#### WHAT THE TASK ASKS:
Scan the entries for the word "Maebashi". Every line that has it should be copied.

BEGIN DATA FOR ANALYSIS

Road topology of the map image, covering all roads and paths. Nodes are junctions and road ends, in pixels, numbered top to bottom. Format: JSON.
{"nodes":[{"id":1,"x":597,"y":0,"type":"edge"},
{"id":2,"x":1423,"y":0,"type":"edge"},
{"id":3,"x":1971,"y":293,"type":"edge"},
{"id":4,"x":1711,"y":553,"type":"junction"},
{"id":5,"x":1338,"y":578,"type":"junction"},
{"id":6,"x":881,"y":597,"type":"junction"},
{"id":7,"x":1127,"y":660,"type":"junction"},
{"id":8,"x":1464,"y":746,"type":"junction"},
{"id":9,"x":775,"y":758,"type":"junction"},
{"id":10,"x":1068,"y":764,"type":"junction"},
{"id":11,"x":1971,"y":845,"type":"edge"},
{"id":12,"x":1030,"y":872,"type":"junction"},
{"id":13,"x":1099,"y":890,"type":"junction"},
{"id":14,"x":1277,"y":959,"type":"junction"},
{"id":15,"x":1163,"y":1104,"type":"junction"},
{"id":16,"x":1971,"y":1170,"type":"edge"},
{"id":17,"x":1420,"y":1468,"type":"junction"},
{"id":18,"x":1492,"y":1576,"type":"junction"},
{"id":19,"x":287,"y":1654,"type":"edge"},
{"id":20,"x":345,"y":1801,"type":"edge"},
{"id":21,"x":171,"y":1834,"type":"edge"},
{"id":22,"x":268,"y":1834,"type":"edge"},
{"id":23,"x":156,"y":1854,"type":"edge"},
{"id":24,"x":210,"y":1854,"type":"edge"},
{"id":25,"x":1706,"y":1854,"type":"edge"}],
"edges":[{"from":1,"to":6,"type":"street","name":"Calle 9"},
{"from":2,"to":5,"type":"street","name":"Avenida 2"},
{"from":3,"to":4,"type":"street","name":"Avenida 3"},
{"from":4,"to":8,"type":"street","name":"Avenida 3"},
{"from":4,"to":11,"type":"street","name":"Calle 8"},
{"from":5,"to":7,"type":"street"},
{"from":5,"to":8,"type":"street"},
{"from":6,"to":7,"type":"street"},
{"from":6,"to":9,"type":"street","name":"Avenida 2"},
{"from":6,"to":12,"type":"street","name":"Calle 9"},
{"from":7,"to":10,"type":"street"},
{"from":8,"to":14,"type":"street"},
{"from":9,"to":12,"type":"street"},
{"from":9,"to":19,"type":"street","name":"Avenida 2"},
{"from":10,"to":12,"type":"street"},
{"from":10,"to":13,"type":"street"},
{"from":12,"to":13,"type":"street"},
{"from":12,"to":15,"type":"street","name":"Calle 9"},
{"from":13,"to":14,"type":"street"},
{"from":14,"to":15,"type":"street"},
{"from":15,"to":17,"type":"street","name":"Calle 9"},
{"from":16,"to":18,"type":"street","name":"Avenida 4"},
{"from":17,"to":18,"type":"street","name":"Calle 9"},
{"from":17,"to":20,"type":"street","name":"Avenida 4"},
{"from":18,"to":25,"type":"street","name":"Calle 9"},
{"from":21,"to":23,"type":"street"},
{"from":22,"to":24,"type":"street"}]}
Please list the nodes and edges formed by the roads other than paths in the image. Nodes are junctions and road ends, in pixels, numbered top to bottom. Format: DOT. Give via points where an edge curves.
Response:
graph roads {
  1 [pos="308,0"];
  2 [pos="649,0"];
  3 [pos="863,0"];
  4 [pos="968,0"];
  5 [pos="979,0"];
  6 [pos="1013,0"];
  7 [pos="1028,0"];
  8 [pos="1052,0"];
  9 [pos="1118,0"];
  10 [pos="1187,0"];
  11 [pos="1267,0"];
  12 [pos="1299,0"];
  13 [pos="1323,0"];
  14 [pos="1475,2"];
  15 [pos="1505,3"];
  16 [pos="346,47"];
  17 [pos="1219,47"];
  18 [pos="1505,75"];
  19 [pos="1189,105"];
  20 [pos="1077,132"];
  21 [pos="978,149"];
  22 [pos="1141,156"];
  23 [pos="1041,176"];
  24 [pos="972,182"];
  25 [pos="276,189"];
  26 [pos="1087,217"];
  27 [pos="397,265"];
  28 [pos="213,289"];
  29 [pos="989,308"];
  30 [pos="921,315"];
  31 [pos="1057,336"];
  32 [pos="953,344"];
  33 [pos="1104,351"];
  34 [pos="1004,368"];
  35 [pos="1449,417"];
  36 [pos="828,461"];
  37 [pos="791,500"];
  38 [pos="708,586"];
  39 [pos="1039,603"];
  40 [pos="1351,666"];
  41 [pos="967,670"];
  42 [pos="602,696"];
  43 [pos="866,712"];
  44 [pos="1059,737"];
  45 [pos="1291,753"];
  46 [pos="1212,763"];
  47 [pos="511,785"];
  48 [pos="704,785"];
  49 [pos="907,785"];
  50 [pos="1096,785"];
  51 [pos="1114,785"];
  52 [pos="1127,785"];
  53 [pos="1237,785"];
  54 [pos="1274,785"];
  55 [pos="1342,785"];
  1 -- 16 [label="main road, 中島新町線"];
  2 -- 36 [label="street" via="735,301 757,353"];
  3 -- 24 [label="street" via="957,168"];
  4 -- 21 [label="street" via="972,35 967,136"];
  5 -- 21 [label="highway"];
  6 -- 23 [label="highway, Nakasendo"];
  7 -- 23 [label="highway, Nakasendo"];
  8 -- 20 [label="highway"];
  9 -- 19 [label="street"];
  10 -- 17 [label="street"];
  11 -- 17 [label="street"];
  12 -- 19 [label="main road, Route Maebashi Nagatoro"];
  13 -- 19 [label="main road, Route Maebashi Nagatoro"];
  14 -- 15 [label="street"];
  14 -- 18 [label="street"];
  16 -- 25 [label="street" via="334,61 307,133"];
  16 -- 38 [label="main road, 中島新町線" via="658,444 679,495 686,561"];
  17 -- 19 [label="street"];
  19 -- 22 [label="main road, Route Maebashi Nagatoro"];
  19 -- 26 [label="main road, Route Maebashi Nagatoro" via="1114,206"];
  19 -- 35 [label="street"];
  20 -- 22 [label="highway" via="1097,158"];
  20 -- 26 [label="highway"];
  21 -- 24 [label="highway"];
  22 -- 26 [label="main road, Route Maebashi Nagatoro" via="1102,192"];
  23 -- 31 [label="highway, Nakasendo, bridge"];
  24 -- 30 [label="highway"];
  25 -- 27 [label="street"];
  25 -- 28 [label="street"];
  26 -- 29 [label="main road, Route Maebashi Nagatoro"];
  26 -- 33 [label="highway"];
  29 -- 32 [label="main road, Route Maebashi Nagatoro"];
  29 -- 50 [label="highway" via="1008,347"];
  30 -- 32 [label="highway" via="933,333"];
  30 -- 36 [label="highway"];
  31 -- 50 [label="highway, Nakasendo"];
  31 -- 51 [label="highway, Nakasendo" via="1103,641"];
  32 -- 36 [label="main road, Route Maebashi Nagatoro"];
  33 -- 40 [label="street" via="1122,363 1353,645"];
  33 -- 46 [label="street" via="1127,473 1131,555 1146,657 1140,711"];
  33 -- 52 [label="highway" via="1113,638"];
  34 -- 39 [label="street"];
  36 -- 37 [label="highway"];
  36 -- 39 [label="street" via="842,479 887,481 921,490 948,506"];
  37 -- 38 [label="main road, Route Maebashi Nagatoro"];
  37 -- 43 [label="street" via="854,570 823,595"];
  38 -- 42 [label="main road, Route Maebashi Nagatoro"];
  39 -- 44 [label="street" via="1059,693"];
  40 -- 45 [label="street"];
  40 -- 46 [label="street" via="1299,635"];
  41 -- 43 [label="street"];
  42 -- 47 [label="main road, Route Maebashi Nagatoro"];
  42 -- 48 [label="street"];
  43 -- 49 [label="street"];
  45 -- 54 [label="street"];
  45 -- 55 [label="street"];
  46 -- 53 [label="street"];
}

END DATA FOR ANALYSIS

#### PROBLEM SOLUTION:
  12 -- 19 [label="main road, Route Maebashi Nagatoro"];
  13 -- 19 [label="main road, Route Maebashi Nagatoro"];
  19 -- 22 [label="main road, Route Maebashi Nagatoro"];
  19 -- 26 [label="main road, Route Maebashi Nagatoro" via="1114,206"];
  22 -- 26 [label="main road, Route Maebashi Nagatoro" via="1102,192"];
  26 -- 29 [label="main road, Route Maebashi Nagatoro"];
  29 -- 32 [label="main road, Route Maebashi Nagatoro"];
  32 -- 36 [label="main road, Route Maebashi Nagatoro"];
  37 -- 38 [label="main road, Route Maebashi Nagatoro"];
  38 -- 42 [label="main road, Route Maebashi Nagatoro"];
  42 -- 47 [label="main road, Route Maebashi Nagatoro"];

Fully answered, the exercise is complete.